***** Data for review
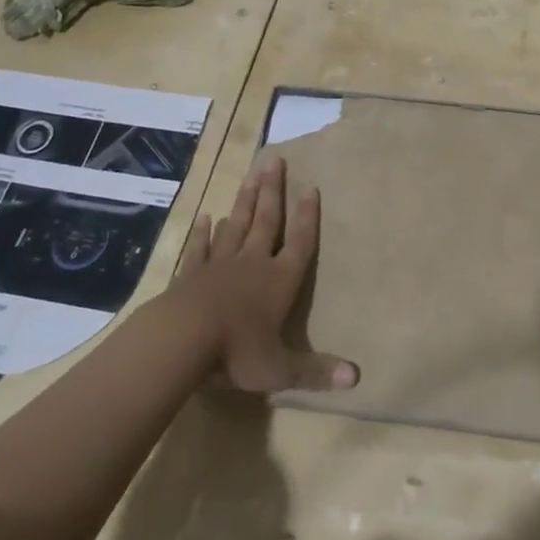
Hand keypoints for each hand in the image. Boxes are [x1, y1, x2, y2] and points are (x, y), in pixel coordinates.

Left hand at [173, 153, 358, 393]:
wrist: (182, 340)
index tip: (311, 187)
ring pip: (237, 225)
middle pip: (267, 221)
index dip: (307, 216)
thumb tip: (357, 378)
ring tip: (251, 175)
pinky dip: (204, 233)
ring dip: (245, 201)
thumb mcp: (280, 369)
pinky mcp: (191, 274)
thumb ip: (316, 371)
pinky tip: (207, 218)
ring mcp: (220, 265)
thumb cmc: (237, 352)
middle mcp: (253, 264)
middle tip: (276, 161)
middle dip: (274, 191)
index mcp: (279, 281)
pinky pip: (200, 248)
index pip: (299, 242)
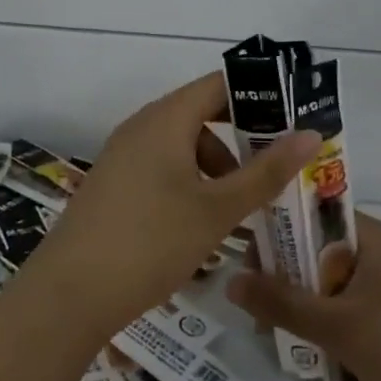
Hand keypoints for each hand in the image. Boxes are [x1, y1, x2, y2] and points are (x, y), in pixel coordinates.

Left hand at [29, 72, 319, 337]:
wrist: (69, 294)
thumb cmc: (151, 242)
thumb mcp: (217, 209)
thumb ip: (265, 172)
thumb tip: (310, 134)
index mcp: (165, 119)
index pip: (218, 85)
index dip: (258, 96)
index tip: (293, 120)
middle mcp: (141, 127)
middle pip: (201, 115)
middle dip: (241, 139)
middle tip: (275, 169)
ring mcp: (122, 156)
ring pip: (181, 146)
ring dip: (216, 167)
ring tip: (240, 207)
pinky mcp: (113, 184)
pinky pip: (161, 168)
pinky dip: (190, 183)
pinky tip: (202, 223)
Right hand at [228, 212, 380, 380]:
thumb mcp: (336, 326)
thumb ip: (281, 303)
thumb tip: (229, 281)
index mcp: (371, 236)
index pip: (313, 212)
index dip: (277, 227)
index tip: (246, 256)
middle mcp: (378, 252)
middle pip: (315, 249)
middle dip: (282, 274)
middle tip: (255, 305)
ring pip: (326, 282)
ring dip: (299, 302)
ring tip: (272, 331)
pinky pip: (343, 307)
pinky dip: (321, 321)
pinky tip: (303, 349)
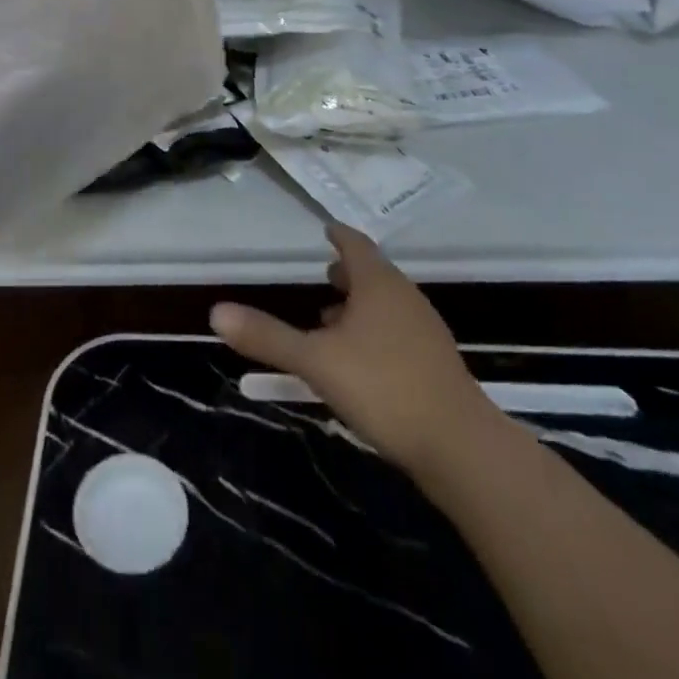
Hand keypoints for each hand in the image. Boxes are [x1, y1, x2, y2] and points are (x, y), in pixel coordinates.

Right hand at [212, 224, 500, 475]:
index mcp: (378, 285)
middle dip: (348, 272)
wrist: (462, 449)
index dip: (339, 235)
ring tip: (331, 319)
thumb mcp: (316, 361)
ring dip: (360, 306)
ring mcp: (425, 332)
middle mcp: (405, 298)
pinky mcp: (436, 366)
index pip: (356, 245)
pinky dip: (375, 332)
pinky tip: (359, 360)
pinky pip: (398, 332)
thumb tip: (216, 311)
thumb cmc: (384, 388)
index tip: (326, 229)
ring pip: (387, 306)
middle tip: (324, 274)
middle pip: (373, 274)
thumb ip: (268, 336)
**********
***** Data for review
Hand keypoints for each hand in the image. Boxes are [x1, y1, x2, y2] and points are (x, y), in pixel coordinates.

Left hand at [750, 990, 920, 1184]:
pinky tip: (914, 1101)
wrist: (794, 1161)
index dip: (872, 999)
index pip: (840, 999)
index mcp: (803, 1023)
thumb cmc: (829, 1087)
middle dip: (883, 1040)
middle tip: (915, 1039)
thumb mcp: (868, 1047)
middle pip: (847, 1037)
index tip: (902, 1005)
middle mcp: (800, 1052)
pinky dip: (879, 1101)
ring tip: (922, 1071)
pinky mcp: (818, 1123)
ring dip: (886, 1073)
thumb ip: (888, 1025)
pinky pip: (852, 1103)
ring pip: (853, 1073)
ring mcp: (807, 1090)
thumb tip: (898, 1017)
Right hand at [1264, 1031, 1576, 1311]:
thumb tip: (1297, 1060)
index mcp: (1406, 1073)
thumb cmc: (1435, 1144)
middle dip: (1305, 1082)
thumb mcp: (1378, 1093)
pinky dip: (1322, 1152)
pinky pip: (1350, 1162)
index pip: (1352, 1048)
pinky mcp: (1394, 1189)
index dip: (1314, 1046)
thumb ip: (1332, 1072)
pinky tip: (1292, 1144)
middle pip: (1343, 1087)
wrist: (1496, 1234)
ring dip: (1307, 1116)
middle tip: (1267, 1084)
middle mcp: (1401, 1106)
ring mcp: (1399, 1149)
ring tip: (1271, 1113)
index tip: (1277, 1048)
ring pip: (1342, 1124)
**********
Problem: Your answer should be each line of the data that contains the word "hand", copied as it stands.

Completed task:
Hand keypoints for each hand in the image. Boxes are [x1, y1, x2, y2] and points are (x, y), in pixel coordinates.
Left hand at [173, 153, 358, 393]:
Hand keypoints for each hand in the image. Boxes are [x1, y1, x2, y2] and points are (x, y), in pixel coordinates.
Left hand at [29, 72, 319, 337]:
Right hand at [228, 212, 380, 380]:
Hand keypoints for each hand in the image. Boxes are [x1, y1, x2, y2] and points are (x, y), in pixel coordinates.
Right hand at [212, 224, 500, 475]:
Hand keypoints for each hand in the image. Boxes are [x1, y1, x2, y2] and points are (x, y), in pixel coordinates.
Left hand at [750, 990, 920, 1184]:
Right hand at [1264, 1031, 1576, 1311]:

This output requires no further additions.